• _What is required_
The data should be transcribed in its entirety, word for word.

*** Block opens ***

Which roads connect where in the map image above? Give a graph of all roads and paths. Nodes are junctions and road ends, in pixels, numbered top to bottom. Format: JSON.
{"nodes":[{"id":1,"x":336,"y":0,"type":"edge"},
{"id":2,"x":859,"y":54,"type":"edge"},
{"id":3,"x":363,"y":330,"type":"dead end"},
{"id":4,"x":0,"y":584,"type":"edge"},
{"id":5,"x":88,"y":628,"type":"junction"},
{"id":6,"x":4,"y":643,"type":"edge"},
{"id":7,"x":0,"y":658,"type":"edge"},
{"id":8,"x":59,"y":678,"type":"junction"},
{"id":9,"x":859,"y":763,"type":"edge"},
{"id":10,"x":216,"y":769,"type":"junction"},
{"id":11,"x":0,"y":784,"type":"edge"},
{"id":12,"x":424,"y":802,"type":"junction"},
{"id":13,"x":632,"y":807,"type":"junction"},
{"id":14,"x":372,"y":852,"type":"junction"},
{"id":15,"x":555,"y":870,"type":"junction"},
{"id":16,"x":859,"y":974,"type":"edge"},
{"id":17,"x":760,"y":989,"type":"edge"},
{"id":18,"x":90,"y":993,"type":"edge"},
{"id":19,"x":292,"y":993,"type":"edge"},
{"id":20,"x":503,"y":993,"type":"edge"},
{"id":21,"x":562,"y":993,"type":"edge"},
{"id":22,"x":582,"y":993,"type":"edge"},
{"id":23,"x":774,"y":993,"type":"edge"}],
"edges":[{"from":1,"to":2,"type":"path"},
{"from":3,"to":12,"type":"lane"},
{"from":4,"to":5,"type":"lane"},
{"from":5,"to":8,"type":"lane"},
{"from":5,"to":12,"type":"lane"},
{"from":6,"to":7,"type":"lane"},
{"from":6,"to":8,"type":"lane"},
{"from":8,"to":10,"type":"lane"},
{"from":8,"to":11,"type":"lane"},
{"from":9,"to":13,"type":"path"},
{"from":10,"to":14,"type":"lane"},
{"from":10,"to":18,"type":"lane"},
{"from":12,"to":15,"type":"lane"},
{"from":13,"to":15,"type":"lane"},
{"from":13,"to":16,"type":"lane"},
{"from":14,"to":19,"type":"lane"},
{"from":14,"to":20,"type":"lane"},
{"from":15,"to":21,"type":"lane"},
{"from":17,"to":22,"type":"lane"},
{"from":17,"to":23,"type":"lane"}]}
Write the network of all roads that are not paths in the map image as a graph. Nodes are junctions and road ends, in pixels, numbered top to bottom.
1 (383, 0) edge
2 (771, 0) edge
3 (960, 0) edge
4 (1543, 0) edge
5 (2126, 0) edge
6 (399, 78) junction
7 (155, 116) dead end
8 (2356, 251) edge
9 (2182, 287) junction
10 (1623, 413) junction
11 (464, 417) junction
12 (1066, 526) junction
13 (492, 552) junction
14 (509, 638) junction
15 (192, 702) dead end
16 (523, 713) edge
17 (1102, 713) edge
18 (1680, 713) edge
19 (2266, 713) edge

*** Block closes ***

• _Completed exercise_
Which roads connect where in the map image above? Give a graph of all roads and paths. Nodes are junctions and road ends, in pixels, numbered top to bottom. Format: JSON.
{"nodes":[{"id":1,"x":336,"y":0,"type":"edge"},
{"id":2,"x":859,"y":54,"type":"edge"},
{"id":3,"x":363,"y":330,"type":"dead end"},
{"id":4,"x":0,"y":584,"type":"edge"},
{"id":5,"x":88,"y":628,"type":"junction"},
{"id":6,"x":4,"y":643,"type":"edge"},
{"id":7,"x":0,"y":658,"type":"edge"},
{"id":8,"x":59,"y":678,"type":"junction"},
{"id":9,"x":859,"y":763,"type":"edge"},
{"id":10,"x":216,"y":769,"type":"junction"},
{"id":11,"x":0,"y":784,"type":"edge"},
{"id":12,"x":424,"y":802,"type":"junction"},
{"id":13,"x":632,"y":807,"type":"junction"},
{"id":14,"x":372,"y":852,"type":"junction"},
{"id":15,"x":555,"y":870,"type":"junction"},
{"id":16,"x":859,"y":974,"type":"edge"},
{"id":17,"x":760,"y":989,"type":"edge"},
{"id":18,"x":90,"y":993,"type":"edge"},
{"id":19,"x":292,"y":993,"type":"edge"},
{"id":20,"x":503,"y":993,"type":"edge"},
{"id":21,"x":562,"y":993,"type":"edge"},
{"id":22,"x":582,"y":993,"type":"edge"},
{"id":23,"x":774,"y":993,"type":"edge"}],
"edges":[{"from":1,"to":2,"type":"path"},
{"from":3,"to":12,"type":"lane"},
{"from":4,"to":5,"type":"lane"},
{"from":5,"to":8,"type":"lane"},
{"from":5,"to":12,"type":"lane"},
{"from":6,"to":7,"type":"lane"},
{"from":6,"to":8,"type":"lane"},
{"from":8,"to":10,"type":"lane"},
{"from":8,"to":11,"type":"lane"},
{"from":9,"to":13,"type":"path"},
{"from":10,"to":14,"type":"lane"},
{"from":10,"to":18,"type":"lane"},
{"from":12,"to":15,"type":"lane"},
{"from":13,"to":15,"type":"lane"},
{"from":13,"to":16,"type":"lane"},
{"from":14,"to":19,"type":"lane"},
{"from":14,"to":20,"type":"lane"},
{"from":15,"to":21,"type":"lane"},
{"from":17,"to":22,"type":"lane"},
{"from":17,"to":23,"type":"lane"}]}
Write the network of all roads that are not paths in the map image as a graph. Nodes are junctions and road ends, in pixels, numbered top to bottom.
1 (383, 0) edge
2 (771, 0) edge
3 (960, 0) edge
4 (1543, 0) edge
5 (2126, 0) edge
6 (399, 78) junction
7 (155, 116) dead end
8 (2356, 251) edge
9 (2182, 287) junction
10 (1623, 413) junction
11 (464, 417) junction
12 (1066, 526) junction
13 (492, 552) junction
14 (509, 638) junction
15 (192, 702) dead end
16 (523, 713) edge
17 (1102, 713) edge
18 (1680, 713) edge
19 (2266, 713) edge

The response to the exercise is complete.